As you can see from the graphic above, the reporting cannot keep up with the body count.

When people three years ago started dying of COVID-19 so fast that bodies had to be buried in mass graves and stored in refrigerated trailers, government authorities built field hospitals to handle flood of patients. They conscripted manufacturers to convert production lines to ventilators and protective gear for hospital staff strained to the breaking point. Government authorities and drug makers scrambled to develop and distribute a vaccine to stop the plague.

It helped. But 4,000 people per week are still dying.

There is no vaccine for stopping bullets.
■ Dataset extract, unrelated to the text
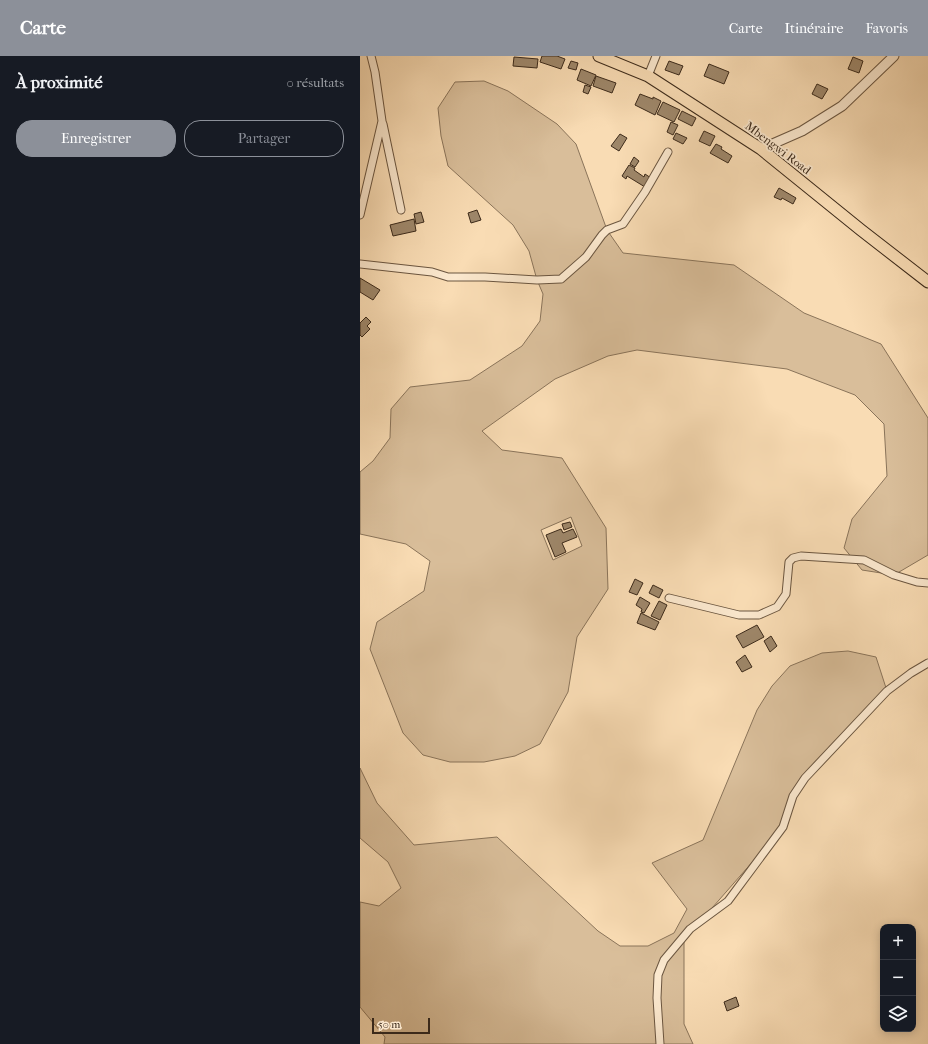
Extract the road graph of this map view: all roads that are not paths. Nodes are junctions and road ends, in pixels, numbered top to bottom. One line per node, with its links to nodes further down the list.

Health officials who nearly three years ago insisted people wear surgical masks to stop the spread of the plague might as well recommend we all don body armor now as protection. Maybe they’ll enlist manufacturers to convert production lines to plate armor and helmets.

We know what the “only a good guy with a gun” nuts will buy as protection. Never mind the unarmed hero who wrestled a MAC-10 away from the Monterey Park gunman last week.

Firearm injuries are now the leading cause of death among people younger than 24 in the United States, according to a study published in the December 2022 edition of Pediatrics, the journal of the American Academy of Pediatrics.

From 2015 through 2020, there were at least 2,070 unintentional shootings by children under 18 in the US, according to a report from Everytown. Those shootings resulted in 765 deaths and 1,366 injuries.

We are the United States of Insanity. Our collective lunacy is unique in the world:

It certainly doesn’t have to be this way. Countries that have introduced laws to reduce gun-related deaths have achieved significant changes, a previous, in-depth CNN analysis found:

Australia. Less than two weeks after Australia’s worst mass shooting, the federal government implemented a new program, banning rapid-fire rifles and shotguns, and unifying gun owner licensing and registrations across the country. In the next 10 years gun deaths in Australia fell by more than 50%.

A 2010 study found the government’s 1997 buyback program – part of the overall reform – led to an average drop in firearm suicide rates of 74% in the five years that followed.

South Africa. Gun-related deaths almost halved over a 10-year-period after new gun legislation, the Firearms Control Act of 2000, went into force in July 2004. The new laws made it much more difficult to obtain a firearm.

New Zealand. Gun laws were swiftly amended after the 2019 Christchurch mosque shootings. Just 24 hours after the attack, in which 51 people were killed, Prime Minister Jacinda Ardern announced that the law would change.

New Zealand’s parliament voted almost unanimously to change the country’s gun laws less than a month later, banning all military-style semi-automatic weapons.

Britain tightened its gun laws and banned most private handgun ownership after a mass shooting in 1996, a move that saw gun deaths drop by almost a quarter over a decade.

But America’s gun culture is a global outlier. For now, the deadly cycle of violence seems destined to continue.

So for those of us who don’t want to add to the problem by strapping on a sidearm or strutting around with a military-grade rifle as though we live in Mogadishu, it’s body armor, isn’t it?